Original article was published by Cornellius Yudha Wijaya on Artificial Intelligence on Medium


GIT Command

Before we start, let’s try to create a new folder in your local drive. It could be anywhere you want. Then inside the new folder, try to have any file you want; In my case, it is a jupyter notebook.

After that, try to right-click in your new folder and choose the “Git Bash Here.”

There would be a command prompt shown up, for your first time, there might be credential information you need to input. Just follow the step, and we are ready to start.

1. Git init

Every hero has a start, and so does Git. When you are using Git for version control purposes in your local area, you need to set up the environment first.

Git init was used to do that. Try to run git init in your command prompt where the directories are in your intended folder. There should be a message that looks like this.

Now we already set up the environment or our repo in the local folder that ready to accept any git command.

2. Git status

The next step we would do is checking our git environment status. What status here means is checking whether there is any file in the staging area or not.

So, what is the staging area? This is basically an area where you put or tracked your files before making any changes to them. This is where the files are sorted if you want to send it, removed it, or add any new files. This is called the staging area because after this area, it would be permanent.

To try the command, we can run git status in our command prompt. It should show something like this.

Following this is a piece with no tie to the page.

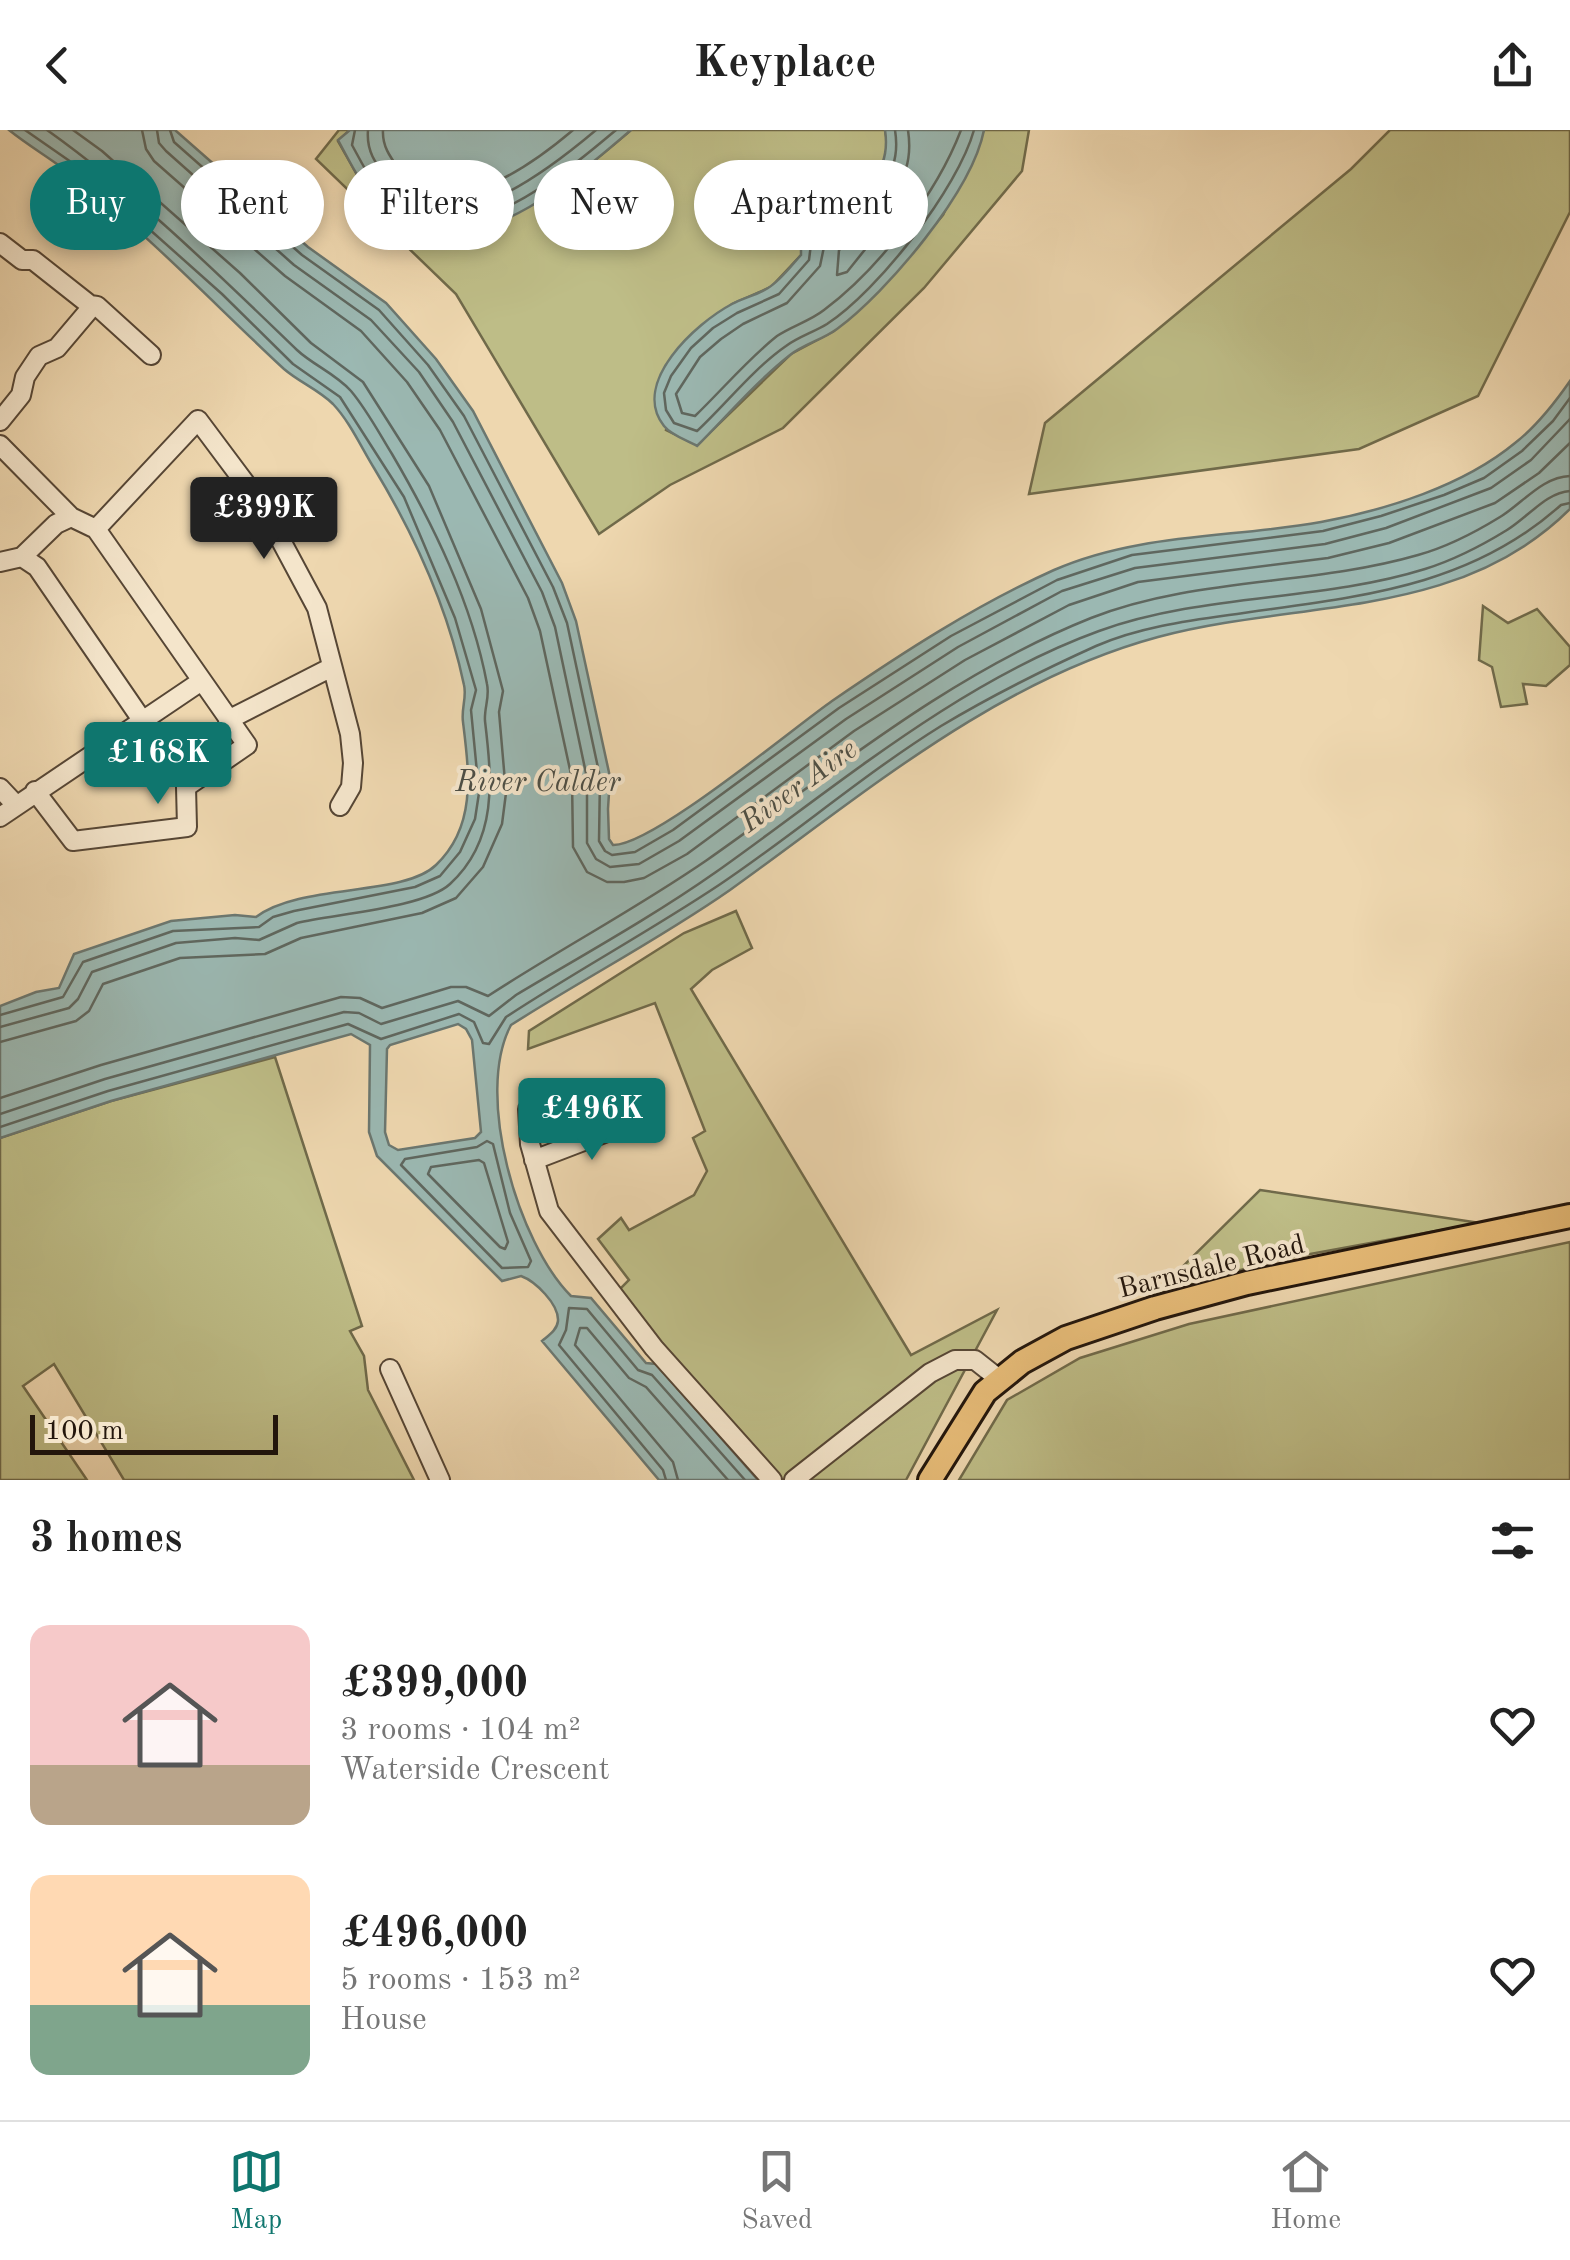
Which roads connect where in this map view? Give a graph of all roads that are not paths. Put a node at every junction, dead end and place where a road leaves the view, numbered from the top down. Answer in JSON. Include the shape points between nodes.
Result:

With this command, the status of our file is shown. We only have untracked files, which means this file is not yet added to the staging area. So, what to do next? We need to add these files to the staging area.

3. Git add

Just like you can see above, we add the files to the staging area by running the git add command. Specifically, we would need to type git add <filename> where <filename> is the name of the file you want to add to the staging area.

It would be a hassle to add manually every single file name. Imagine if you have a thousand files in the local folder and how long it would take to input every file. In this case, we can add all the file inside the folder into the staging area by run git add . in the command prompt.

When you have finish add every file into the staging area, try to run the git status once more. It should look like this.

Every file in the folder is now in the staging area.

4. Git commit

When we already have all our files in the staging area, we need to commit if we want the staging area files are the one we want.

If you are sure, then we need to run the git commit command. The complete command is git commit -m "<your comment>" where <your comment> is your log messages or some simple note for you to remember.

Let’s try to run the git commit. When it is done, it should look like this.

In my folder, there are two files, so that is why there are two files committed.

5. Git log

If you need to see every commit you have done in your repo, we can run git log. It could show your repository’s history of commits. As the author, there should be important information, the commit key, commit date and log message.

6. Git push

When you create a new repo in the GitHub, you would see a series of messages like this.

You could run the command from the beginning to the end, but the only important part right now is to learn what is git push.

This git pushcommand that puts your repo from your local to the Git Hub’s online repo. It just likes the name, push the repo.

In this step, I would skip running the git branch -M main command as we don’t need it right now.

What you need to run first is the git remote add origin <your git domain> where <your git domain> is the address of your git repo.

So, what we did in the command above is creating a variable called ‘origin’ with the variable object are <your git domain>.

When you had created the ‘origin’ variable, we need to push our local repo to the ‘origin’ repo. What we need to do next is run the git push -u origin master. This command would push our local repo (called master) to the ‘origin.’ After it finishes, it should look like this.

And your GitHub repo should look like this.

We know already have track our historical version of our files and data using Git, and the history is also stored in the local repo in the GitHub.